Hay escritores y escritoras que han producido y consolidado obras espléndidas. Pero hay también una cierta clase de escritores y escritoras que han estado, además, atentos a la sutil percepción del dolor social. De modo que podría decir que esa peculiar sensibilidad que han invocado de modo elemental a hora de escribir libros estéticamente irreprochables, por propiedad transitiva la han transferido, en palabras de la psicoanalista argentina Silvia Bleichmar, a la consideración del padecimiento singular de la comunidad de semejantes. ¿Y qué es una “ética del semejante”?, se pregunta esta autora con sagacidad. Ante todo una clase singular de concepción de la dignidad de las personas según la cual cada quien (y muy en especial los intelectuales) tenemos responsabilidades y obligaciones hacia quienes comparten con nosotros dicha comunidad. En nuestro caso, no sólo el derecho de ser leídos, debatidos o evaluados por la crítica (lo que, por otra parte, es perfectamente legítimo).
Y en este ida y vuelta, en este movimiento progresivo y regresivo, producción literaria y atención al mundo entablan un diálogo fecundo e imprescindible. En el que una literatura de excelencia pero también con sentido de la solidaridad –como decía- se conjugan, sin mesianismos pero con humanismos y construyen una identidad de escritor con una obra, en este caso, totalizadora, que contempla ambas dimensiones para hacer de él o ella una completitud. Se trata de una figura autor o autora que asiste a las circunstancias aflictivas de quienes no sólo lo leen sino que se aplica a modificar los contextos aflictivos para que otros sean, en el futuro, capaces de leerlo. Hay en estos escritoras y escritores una profunda vocación por la participación, por la acción y la transformación.

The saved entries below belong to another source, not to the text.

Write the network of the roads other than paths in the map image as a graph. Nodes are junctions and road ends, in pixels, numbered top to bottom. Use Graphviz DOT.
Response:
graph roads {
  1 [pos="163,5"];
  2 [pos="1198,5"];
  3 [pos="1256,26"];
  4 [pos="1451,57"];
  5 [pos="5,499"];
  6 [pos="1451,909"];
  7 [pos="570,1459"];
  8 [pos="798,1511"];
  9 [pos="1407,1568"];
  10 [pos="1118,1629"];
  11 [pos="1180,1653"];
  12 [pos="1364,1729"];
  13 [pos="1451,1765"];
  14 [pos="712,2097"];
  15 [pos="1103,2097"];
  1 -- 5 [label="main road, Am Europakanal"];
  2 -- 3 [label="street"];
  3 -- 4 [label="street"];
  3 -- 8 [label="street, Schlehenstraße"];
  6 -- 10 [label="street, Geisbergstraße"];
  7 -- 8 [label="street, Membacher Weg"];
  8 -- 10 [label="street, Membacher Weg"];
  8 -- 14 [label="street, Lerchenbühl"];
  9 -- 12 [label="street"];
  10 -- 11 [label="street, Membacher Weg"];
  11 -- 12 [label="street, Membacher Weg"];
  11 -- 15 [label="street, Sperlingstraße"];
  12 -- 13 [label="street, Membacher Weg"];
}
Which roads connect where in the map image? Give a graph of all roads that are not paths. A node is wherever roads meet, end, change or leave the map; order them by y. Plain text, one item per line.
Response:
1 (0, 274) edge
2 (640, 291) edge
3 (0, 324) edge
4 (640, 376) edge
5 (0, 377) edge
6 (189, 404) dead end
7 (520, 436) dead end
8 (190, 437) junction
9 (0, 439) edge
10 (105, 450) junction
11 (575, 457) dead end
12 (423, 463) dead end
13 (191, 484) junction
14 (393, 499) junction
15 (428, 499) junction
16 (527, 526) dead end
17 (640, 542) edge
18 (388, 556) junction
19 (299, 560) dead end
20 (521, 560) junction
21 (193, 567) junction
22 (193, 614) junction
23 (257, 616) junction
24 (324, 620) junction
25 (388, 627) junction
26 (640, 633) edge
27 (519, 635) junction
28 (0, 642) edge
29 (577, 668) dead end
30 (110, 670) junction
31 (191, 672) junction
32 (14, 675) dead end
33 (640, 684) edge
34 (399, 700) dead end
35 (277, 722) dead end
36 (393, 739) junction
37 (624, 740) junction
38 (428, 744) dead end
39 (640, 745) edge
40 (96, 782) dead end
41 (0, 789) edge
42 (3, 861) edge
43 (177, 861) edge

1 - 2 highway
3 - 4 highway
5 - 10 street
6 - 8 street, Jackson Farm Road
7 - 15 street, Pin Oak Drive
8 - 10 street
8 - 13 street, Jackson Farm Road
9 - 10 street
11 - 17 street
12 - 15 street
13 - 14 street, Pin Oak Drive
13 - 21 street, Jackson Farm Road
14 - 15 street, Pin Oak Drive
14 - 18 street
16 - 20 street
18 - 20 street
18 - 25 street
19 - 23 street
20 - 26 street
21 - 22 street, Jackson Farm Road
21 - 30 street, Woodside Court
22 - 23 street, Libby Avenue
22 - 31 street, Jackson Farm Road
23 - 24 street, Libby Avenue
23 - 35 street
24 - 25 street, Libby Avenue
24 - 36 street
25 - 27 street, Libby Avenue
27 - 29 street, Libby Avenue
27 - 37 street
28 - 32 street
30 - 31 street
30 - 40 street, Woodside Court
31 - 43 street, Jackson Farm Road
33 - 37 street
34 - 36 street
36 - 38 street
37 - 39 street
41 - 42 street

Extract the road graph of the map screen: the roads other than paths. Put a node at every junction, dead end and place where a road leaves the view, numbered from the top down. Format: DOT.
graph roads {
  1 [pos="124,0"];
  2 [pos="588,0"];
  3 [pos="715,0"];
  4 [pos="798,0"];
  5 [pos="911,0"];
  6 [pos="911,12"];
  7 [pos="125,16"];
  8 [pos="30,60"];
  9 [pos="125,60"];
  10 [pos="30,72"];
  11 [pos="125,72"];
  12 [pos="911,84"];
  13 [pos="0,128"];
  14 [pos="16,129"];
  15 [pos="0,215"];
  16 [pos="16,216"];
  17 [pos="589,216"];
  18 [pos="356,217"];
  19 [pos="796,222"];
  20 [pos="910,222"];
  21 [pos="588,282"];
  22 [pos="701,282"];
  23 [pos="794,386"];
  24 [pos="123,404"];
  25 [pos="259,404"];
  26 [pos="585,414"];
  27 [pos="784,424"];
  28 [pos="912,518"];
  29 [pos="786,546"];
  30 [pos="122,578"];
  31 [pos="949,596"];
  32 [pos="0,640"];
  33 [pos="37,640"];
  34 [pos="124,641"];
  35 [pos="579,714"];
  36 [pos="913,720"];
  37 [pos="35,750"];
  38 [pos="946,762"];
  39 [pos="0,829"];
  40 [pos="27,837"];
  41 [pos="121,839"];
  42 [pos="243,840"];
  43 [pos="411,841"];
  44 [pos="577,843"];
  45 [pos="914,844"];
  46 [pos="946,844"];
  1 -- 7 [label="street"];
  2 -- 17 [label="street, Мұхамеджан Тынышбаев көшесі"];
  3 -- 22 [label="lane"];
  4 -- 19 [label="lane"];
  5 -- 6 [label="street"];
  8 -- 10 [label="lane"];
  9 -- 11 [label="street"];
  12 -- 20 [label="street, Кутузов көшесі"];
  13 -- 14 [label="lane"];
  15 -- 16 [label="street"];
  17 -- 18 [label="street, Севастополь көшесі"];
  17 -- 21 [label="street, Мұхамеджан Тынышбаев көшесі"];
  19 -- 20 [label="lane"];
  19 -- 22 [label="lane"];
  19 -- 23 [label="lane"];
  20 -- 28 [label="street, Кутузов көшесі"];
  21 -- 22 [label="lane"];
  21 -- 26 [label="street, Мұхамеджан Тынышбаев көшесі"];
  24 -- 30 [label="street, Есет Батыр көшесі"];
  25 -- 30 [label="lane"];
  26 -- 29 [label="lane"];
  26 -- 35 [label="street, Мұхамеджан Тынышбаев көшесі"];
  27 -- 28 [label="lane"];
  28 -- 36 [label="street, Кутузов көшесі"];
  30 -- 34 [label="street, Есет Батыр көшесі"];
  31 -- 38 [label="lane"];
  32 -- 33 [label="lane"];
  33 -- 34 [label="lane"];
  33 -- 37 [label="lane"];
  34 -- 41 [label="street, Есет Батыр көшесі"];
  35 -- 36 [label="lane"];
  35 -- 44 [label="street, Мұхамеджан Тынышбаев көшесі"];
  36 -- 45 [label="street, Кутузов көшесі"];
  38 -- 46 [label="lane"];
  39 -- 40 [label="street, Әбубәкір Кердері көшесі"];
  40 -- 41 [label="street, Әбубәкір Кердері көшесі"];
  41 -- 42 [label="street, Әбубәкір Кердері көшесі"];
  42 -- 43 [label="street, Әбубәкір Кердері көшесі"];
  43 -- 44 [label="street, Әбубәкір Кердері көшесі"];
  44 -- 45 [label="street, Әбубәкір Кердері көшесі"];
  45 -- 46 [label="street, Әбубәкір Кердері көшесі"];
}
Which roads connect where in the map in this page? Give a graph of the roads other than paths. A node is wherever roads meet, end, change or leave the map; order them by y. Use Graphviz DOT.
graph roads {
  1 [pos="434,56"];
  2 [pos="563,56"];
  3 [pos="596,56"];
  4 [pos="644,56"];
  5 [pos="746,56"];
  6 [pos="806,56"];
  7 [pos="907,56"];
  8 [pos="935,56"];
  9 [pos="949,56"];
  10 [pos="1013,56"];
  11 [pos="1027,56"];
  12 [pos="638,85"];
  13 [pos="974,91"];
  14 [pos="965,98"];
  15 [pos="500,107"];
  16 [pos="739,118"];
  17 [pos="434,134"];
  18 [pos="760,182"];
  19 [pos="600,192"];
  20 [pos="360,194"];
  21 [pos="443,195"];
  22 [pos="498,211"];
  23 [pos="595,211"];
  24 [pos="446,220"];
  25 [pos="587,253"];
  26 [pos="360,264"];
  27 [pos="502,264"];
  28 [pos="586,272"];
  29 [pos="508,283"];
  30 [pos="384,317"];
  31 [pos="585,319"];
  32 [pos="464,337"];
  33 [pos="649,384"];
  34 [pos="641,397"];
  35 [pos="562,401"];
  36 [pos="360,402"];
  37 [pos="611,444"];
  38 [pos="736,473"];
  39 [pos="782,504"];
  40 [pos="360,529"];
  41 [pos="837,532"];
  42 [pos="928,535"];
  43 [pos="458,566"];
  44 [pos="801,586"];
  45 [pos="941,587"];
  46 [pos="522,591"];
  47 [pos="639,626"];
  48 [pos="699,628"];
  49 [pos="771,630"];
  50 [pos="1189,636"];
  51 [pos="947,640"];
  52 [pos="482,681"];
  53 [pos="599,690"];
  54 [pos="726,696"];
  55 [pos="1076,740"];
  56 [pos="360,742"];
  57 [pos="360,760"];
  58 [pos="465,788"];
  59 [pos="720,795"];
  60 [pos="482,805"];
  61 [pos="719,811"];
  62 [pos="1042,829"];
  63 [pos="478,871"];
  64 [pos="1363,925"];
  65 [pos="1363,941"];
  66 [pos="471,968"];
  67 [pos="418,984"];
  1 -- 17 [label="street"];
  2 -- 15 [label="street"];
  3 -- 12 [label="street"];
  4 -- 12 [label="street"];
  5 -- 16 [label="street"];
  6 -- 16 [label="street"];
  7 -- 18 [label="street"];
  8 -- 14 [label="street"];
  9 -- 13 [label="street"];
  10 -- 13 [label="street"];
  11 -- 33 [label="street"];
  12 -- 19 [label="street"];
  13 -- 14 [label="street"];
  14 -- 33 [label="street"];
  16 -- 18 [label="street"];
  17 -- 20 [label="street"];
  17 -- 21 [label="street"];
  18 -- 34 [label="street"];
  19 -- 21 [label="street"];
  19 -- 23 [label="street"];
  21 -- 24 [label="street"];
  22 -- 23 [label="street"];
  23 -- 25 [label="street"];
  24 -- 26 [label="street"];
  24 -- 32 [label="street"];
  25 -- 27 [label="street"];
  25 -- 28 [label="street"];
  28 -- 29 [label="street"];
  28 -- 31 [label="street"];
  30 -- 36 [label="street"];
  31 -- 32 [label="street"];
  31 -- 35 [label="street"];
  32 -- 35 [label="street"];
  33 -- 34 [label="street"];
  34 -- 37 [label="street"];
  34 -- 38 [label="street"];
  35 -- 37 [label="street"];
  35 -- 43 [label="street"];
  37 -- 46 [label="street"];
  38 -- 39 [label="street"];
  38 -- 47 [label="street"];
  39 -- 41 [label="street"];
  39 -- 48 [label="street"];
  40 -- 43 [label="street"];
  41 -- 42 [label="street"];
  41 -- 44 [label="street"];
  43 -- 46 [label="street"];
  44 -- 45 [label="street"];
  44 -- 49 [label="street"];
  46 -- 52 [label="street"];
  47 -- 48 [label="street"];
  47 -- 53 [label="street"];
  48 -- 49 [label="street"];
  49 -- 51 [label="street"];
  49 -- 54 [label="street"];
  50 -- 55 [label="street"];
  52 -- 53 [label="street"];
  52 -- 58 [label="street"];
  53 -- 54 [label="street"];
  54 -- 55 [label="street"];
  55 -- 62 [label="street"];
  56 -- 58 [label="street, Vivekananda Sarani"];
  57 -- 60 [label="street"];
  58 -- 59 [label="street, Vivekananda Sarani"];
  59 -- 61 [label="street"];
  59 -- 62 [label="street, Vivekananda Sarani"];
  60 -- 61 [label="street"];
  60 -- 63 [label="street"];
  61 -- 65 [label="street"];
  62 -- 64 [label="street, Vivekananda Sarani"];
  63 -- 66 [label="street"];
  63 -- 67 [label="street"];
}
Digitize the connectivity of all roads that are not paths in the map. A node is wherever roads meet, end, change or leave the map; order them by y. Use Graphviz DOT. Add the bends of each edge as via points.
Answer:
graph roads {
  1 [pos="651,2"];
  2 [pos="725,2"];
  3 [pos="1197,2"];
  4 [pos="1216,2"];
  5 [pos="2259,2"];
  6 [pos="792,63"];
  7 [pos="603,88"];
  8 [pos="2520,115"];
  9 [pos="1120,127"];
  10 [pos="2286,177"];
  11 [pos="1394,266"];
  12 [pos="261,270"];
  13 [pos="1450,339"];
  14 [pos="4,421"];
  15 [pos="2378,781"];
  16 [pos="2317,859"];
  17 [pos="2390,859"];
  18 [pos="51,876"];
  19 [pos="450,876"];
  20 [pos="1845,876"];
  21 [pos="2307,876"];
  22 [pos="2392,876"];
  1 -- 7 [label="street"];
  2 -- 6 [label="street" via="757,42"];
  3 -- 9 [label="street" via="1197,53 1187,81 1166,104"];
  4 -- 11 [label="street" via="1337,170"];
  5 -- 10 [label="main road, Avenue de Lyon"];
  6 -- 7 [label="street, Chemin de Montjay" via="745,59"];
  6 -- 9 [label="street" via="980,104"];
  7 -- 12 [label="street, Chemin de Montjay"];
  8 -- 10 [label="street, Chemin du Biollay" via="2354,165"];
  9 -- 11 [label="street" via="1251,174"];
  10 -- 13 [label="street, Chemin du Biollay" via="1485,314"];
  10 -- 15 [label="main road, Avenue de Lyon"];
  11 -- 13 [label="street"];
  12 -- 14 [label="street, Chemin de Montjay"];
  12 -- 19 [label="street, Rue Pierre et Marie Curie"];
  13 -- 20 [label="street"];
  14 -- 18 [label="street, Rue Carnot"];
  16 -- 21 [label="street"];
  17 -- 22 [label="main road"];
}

Aquel novelista inolvidable que fue Émile Zola, quien en Francia intervino de modo elocuente en el célebre caso Dreyfus fundando, acaso sin sospecharlo, lo que daría en llamarse luego el “intelectual comprometido”. Pasando luego por, quizás, los más paradigmáticos casos de los así llamados existencialistas franceses, como Camus, Sartre y Simone de Beauvoir, quienes, con sus matices, hicieron lo propio porque se sentían llamados a ser protagonistas de su tiempo histórico. Ya se había perfilado de este modo una cierta clase de intelectual sin retorno.
Acudo a otros casos más recientes. Susan Sontag, que trabajó con una entrega denodada en favor de pacifismos, tolerancia y contra toda forma del pensamiento totalitario, irracionalista o supersticioso en torno de la enfermedad. A figuras ejemplares argentinas como Héctor Tizón, Eduardo Pavlosvky o Juan Gelman, también con sus matices. Desde la literatura infantil argentina, autoras como Graciela Montes -recientemente galardonada en la Feria del Libro de Guadalajara- despliegan en toda una riqueza estas presencias insoslayables. Y no me refiero, por cierto, necesariamente a voces de denuncia (esto sí me gustaría dejarlo en claro). No en todos los casos al menos. Sino en llamados a la reflexión y en llamados de atención. Una reflexión insustituible para quienes creemos que la literatura es mucho más que un oficio ejercido con rigor (lo que por supuesto también es importante). Pero agregaría que pensamos que la literatura es asimismo una experiencia portadora de construcción de la identidad nacional (pero no nacionalista) y de una cierta clase de sujeto ideal y que va al encuentro de otra clase de sujeto real de derechos para incidir a través de la libertad subjetiva en sus principios. Este constituye una clase de relato en torno de la dignidad que, me parece, atraviesa todos los géneros literarios en las buenas obras de la literatura de todos los tiempos.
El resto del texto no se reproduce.